Sandbox and Python Learning Cheat Sheet

Published on August 29, 2018

Sandbox and Python Learning Cheat Sheet

    I started learning Python3 with the documentation on the official site. I liked the code samples, but unfortunately they were not interactive there. I wanted to try to execute the code myself, with different inputs and look at the output. It is also easier for me personally to remember the constructions of a language, if I typed them several times manually. Python console for this is great, but I also wanted to have a kind of cheat sheet, which I could return to when writing programs in the future, if, for example, a question arises how to write a cycle in Python, foretc. And the last straw was the desire to automatically check the style of writing code in accordance with existing standards.. It was too lazy to read and delve into them, so I wanted to check the code automatically and tell me what mistakes I was making and how to fix them.


    As a result, I poured all my experiments on GitHub .



    The repository is a collection of Python scripts , divided into categories . Each script contains code samples, with comments and usage examples, as well as with links for further more detailed reading and study of each topic.


    As a result, the repository turned out to be a sandbox because users have the opportunity to change or add code, look at how it works and use tests to check its correctness (using assertion-y. It is also possible to check the code compliance with modern standards . Together, this should help users learn the language more interactively and from the very beginning maintain a good purity of the code.

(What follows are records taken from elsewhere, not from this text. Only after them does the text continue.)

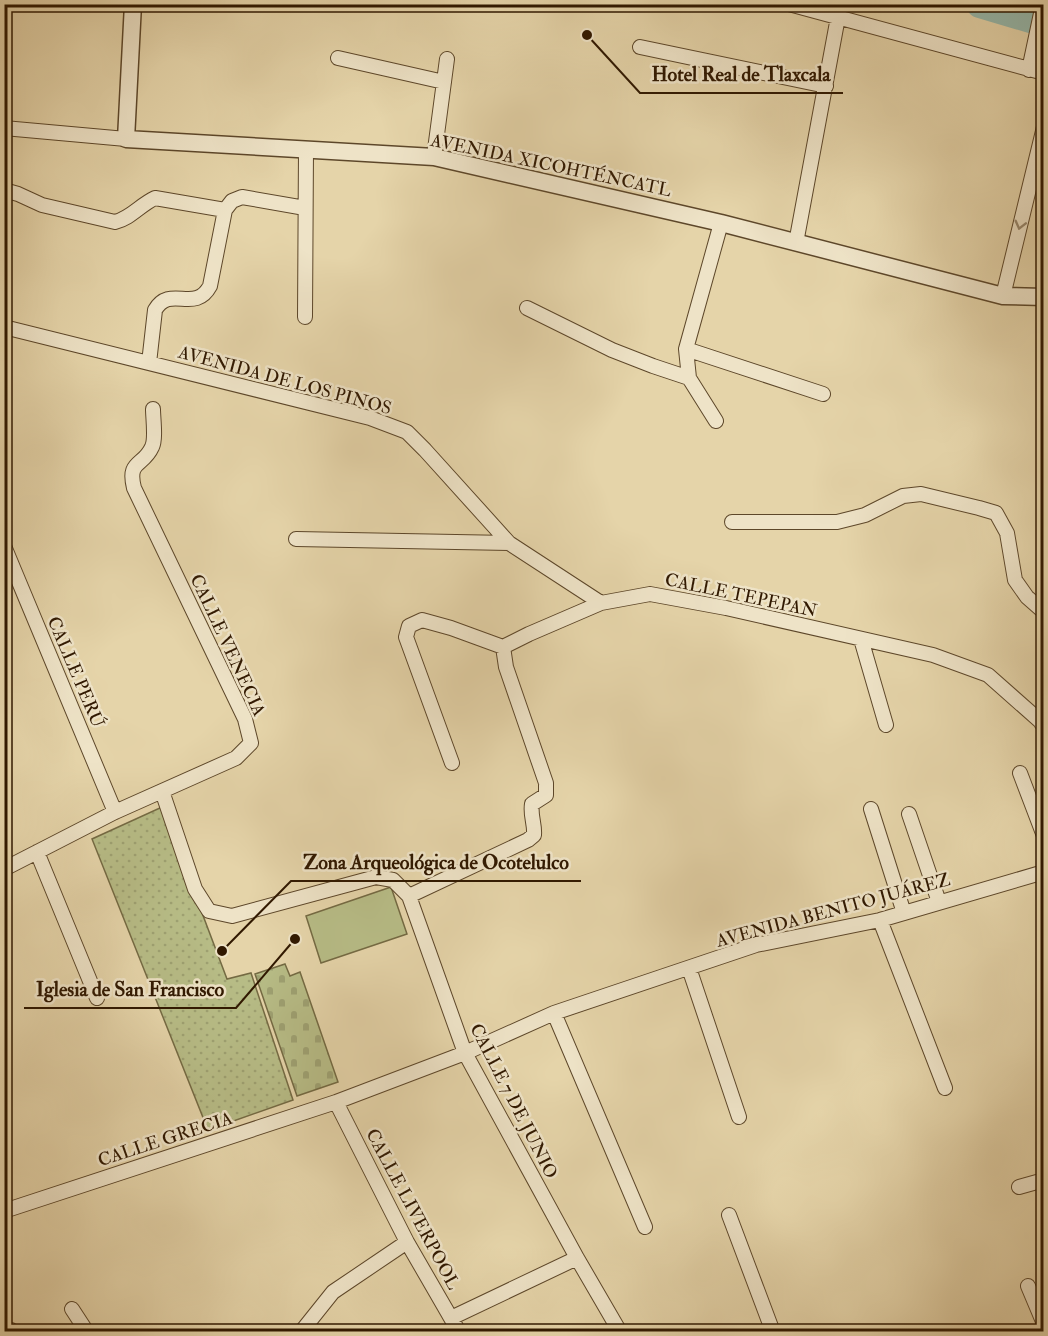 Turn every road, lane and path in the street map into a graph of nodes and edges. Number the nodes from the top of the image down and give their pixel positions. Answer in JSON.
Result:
{"nodes":[{"id":1,"x":133,"y":4,"type":"edge"},
{"id":2,"x":789,"y":4,"type":"edge"},
{"id":3,"x":1043,"y":6,"type":"edge"},
{"id":4,"x":838,"y":18,"type":"junction"},
{"id":5,"x":640,"y":47,"type":"dead end"},
{"id":6,"x":338,"y":58,"type":"dead end"},
{"id":7,"x":447,"y":59,"type":"dead end"},
{"id":8,"x":1029,"y":70,"type":"junction"},
{"id":9,"x":1044,"y":74,"type":"edge"},
{"id":10,"x":444,"y":82,"type":"junction"},
{"id":11,"x":826,"y":86,"type":"junction"},
{"id":12,"x":1044,"y":127,"type":"edge"},
{"id":13,"x":4,"y":128,"type":"edge"},
{"id":14,"x":126,"y":139,"type":"junction"},
{"id":15,"x":306,"y":150,"type":"junction"},
{"id":16,"x":434,"y":157,"type":"junction"},
{"id":17,"x":4,"y":190,"type":"edge"},
{"id":18,"x":305,"y":208,"type":"junction"},
{"id":19,"x":225,"y":210,"type":"junction"},
{"id":20,"x":721,"y":223,"type":"junction"},
{"id":21,"x":796,"y":243,"type":"junction"},
{"id":22,"x":1002,"y":296,"type":"junction"},
{"id":23,"x":1044,"y":297,"type":"edge"},
{"id":24,"x":526,"y":308,"type":"dead end"},
{"id":25,"x":305,"y":317,"type":"dead end"},
{"id":26,"x":4,"y":327,"type":"edge"},
{"id":27,"x":686,"y":349,"type":"junction"},
{"id":28,"x":149,"y":363,"type":"junction"},
{"id":29,"x":689,"y":378,"type":"junction"},
{"id":30,"x":823,"y":394,"type":"dead end"},
{"id":31,"x":153,"y":408,"type":"dead end"},
{"id":32,"x":716,"y":421,"type":"dead end"},
{"id":33,"x":732,"y":522,"type":"dead end"},
{"id":34,"x":296,"y":539,"type":"dead end"},
{"id":35,"x":509,"y":543,"type":"junction"},
{"id":36,"x":4,"y":546,"type":"edge"},
{"id":37,"x":601,"y":603,"type":"junction"},
{"id":38,"x":1044,"y":612,"type":"edge"},
{"id":39,"x":861,"y":639,"type":"junction"},
{"id":40,"x":503,"y":647,"type":"junction"},
{"id":41,"x":886,"y":725,"type":"dead end"},
{"id":42,"x":1044,"y":727,"type":"edge"},
{"id":43,"x":452,"y":763,"type":"dead end"},
{"id":44,"x":1020,"y":773,"type":"dead end"},
{"id":45,"x":162,"y":791,"type":"junction"},
{"id":46,"x":871,"y":809,"type":"dead end"},
{"id":47,"x":115,"y":812,"type":"junction"},
{"id":48,"x":909,"y":814,"type":"dead end"},
{"id":49,"x":1044,"y":836,"type":"edge"},
{"id":50,"x":38,"y":852,"type":"junction"},
{"id":51,"x":4,"y":869,"type":"edge"},
{"id":52,"x":1044,"y":872,"type":"edge"},
{"id":53,"x":409,"y":896,"type":"junction"},
{"id":54,"x":939,"y":902,"type":"junction"},
{"id":55,"x":904,"y":913,"type":"junction"},
{"id":56,"x":880,"y":920,"type":"junction"},
{"id":57,"x":689,"y":968,"type":"junction"},
{"id":58,"x":97,"y":998,"type":"dead end"},
{"id":59,"x":554,"y":1013,"type":"junction"},
{"id":60,"x":465,"y":1053,"type":"junction"},
{"id":61,"x":945,"y":1088,"type":"dead end"},
{"id":62,"x":336,"y":1102,"type":"junction"},
{"id":63,"x":739,"y":1117,"type":"dead end"},
{"id":64,"x":1044,"y":1180,"type":"edge"},
{"id":65,"x":1019,"y":1187,"type":"dead end"},
{"id":66,"x":4,"y":1211,"type":"edge"},
{"id":67,"x":729,"y":1215,"type":"dead end"},
{"id":68,"x":645,"y":1227,"type":"dead end"},
{"id":69,"x":407,"y":1242,"type":"junction"},
{"id":70,"x":577,"y":1258,"type":"junction"},
{"id":71,"x":1028,"y":1286,"type":"dead end"},
{"id":72,"x":72,"y":1309,"type":"dead end"},
{"id":73,"x":451,"y":1318,"type":"junction"},
{"id":74,"x":1044,"y":1324,"type":"edge"},
{"id":75,"x":87,"y":1332,"type":"edge"},
{"id":76,"x":301,"y":1332,"type":"edge"},
{"id":77,"x":459,"y":1332,"type":"edge"},
{"id":78,"x":621,"y":1332,"type":"edge"},
{"id":79,"x":773,"y":1332,"type":"edge"}],
"edges":[{"from":1,"to":14,"type":"street"},
{"from":2,"to":4,"type":"street"},
{"from":3,"to":8,"type":"street"},
{"from":4,"to":8,"type":"street"},
{"from":4,"to":11,"type":"street"},
{"from":5,"to":11,"type":"street"},
{"from":6,"to":10,"type":"street"},
{"from":7,"to":10,"type":"street"},
{"from":8,"to":9,"type":"street"},
{"from":10,"to":16,"type":"street"},
{"from":11,"to":21,"type":"street"},
{"from":12,"to":22,"type":"street","one_way":true},
{"from":13,"to":14,"type":"street","name":"AVENIDA XICOHTÉNCATL"},
{"from":14,"to":15,"type":"street","name":"AVENIDA XICOHTÉNCATL"},
{"from":15,"to":16,"type":"street","name":"AVENIDA XICOHTÉNCATL"},
{"from":15,"to":18,"type":"street"},
{"from":16,"to":20,"type":"street","name":"AVENIDA XICOHTÉNCATL"},
{"from":17,"to":19,"type":"street"},
{"from":18,"to":19,"type":"street"},
{"from":18,"to":25,"type":"street"},
{"from":19,"to":28,"type":"street"},
{"from":20,"to":21,"type":"street","name":"AVENIDA XICOHTÉNCATL"},
{"from":20,"to":27,"type":"street"},
{"from":21,"to":22,"type":"street","name":"AVENIDA XICOHTÉNCATL"},
{"from":22,"to":23,"type":"street","name":"AVENIDA XICOHTÉNCATL"},
{"from":24,"to":29,"type":"street"},
{"from":26,"to":28,"type":"street","name":"AVENIDA DE LOS PINOS"},
{"from":27,"to":29,"type":"street"},
{"from":27,"to":30,"type":"street"},
{"from":28,"to":35,"type":"street","name":"AVENIDA DE LOS PINOS"},
{"from":29,"to":32,"type":"street"},
{"from":31,"to":45,"type":"street","name":"CALLE VENECIA"},
{"from":33,"to":38,"type":"street"},
{"from":34,"to":35,"type":"street"},
{"from":35,"to":37,"type":"street","name":"AVENIDA DE LOS PINOS"},
{"from":36,"to":47,"type":"street","name":"CALLE PERÚ"},
{"from":37,"to":39,"type":"street","name":"CALLE TEPEPAN"},
{"from":37,"to":40,"type":"street","name":"CALLE TEPEPAN"},
{"from":39,"to":41,"type":"street"},
{"from":39,"to":42,"type":"street","name":"CALLE TEPEPAN"},
{"from":40,"to":43,"type":"street"},
{"from":40,"to":53,"type":"street"},
{"from":44,"to":49,"type":"street"},
{"from":45,"to":47,"type":"street","name":"CALLE VENECIA"},
{"from":45,"to":53,"type":"street","name":"CALLE 7 DE JUNIO"},
{"from":46,"to":55,"type":"street"},
{"from":47,"to":50,"type":"street","name":"CALLE VENECIA"},
{"from":48,"to":54,"type":"street"},
{"from":50,"to":51,"type":"street","name":"CALLE VENECIA"},
{"from":50,"to":58,"type":"street"},
{"from":52,"to":54,"type":"street","name":"AVENIDA BENITO JUÁREZ"},
{"from":53,"to":60,"type":"street","name":"CALLE 7 DE JUNIO"},
{"from":54,"to":55,"type":"street","name":"AVENIDA BENITO JUÁREZ"},
{"from":55,"to":56,"type":"street","name":"AVENIDA BENITO JUÁREZ"},
{"from":56,"to":57,"type":"street","name":"AVENIDA BENITO JUÁREZ"},
{"from":56,"to":61,"type":"street"},
{"from":57,"to":59,"type":"street","name":"AVENIDA BENITO JUÁREZ"},
{"from":57,"to":63,"type":"street"},
{"from":59,"to":60,"type":"street","name":"AVENIDA BENITO JUÁREZ"},
{"from":59,"to":68,"type":"street"},
{"from":60,"to":62,"type":"street","name":"CALLE GRECIA"},
{"from":60,"to":70,"type":"street","name":"CALLE 7 DE JUNIO"},
{"from":62,"to":66,"type":"street","name":"CALLE GRECIA"},
{"from":62,"to":69,"type":"street","name":"CALLE LIVERPOOL"},
{"from":64,"to":65,"type":"street"},
{"from":67,"to":79,"type":"street"},
{"from":69,"to":73,"type":"street","name":"CALLE LIVERPOOL"},
{"from":69,"to":76,"type":"street"},
{"from":70,"to":73,"type":"street"},
{"from":70,"to":78,"type":"street","name":"CALLE 7 DE JUNIO"},
{"from":71,"to":74,"type":"street"},
{"from":72,"to":75,"type":"street"},
{"from":73,"to":77,"type":"street","name":"CALLE LIVERPOOL"}]} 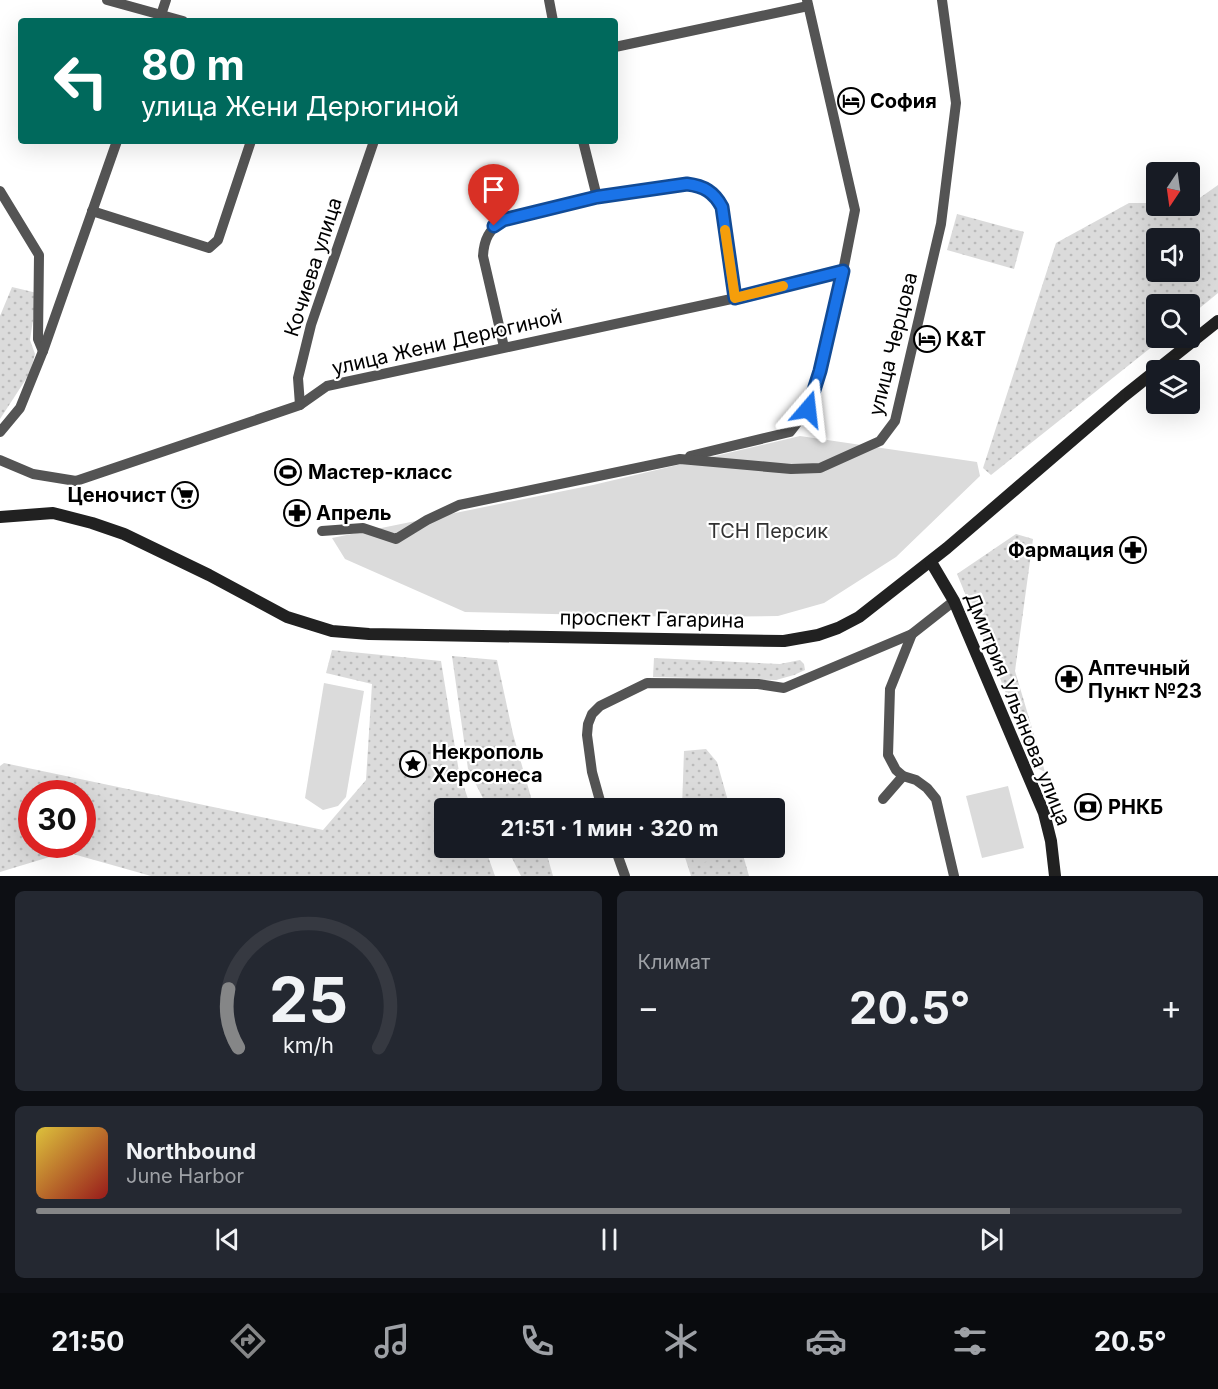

    The repository also, in my opinion, is a cheat sheet in the sense that you can return to it and recall the basic constructs of the language , methods of objects, and the like. Also, due to the fact that the code is stuffed with assertionthem, users can check the expected result of the functions without starting them.


    How to use this repository


    Each Python script in the repository has the following structure:


    """Lists  <--- Название раскрываемого топика
    # @see: https://www.learnpython.org/en/Lists  <-- Ссылка для дальнейшего изучения
    И здесь могут идти общие детали, относящиеся к топику (например что-то про Lists).
    """
    def test_list_type():
        """Здесь идет название под-раздела (например "Создание списков" или "Методы списков").
        И более детальное описание подраздела...
        """
        # Here is an example of how to build a list.  <-- Комментарии, объясняющие код
        squares = [1, 4, 9, 16, 25]
        # Lists can be indexed and sliced. 
        # Indexing returns the item.
        assert squares[0] == 1  # <-- Assertion, иллюстрирующий результат выполнения кода.
        # Slicing returns a new list.
        assert squares[-3:] == [9, 16, 25]  # <-- Assertion, иллюстрирующий результат выполнения кода.

    Therefore, the process of using the repository may be as follows:



    Repository sections


    1. Getting Started
    2. Operators
    3. Data types
    4. Control flow
    5. Functions
    6. Classes
    7. Modules
    8. Errors and Exceptions
    9. Files
    10. Additions
    11. Brief Tour of the Standard Libraries

    I hope you find this repository useful.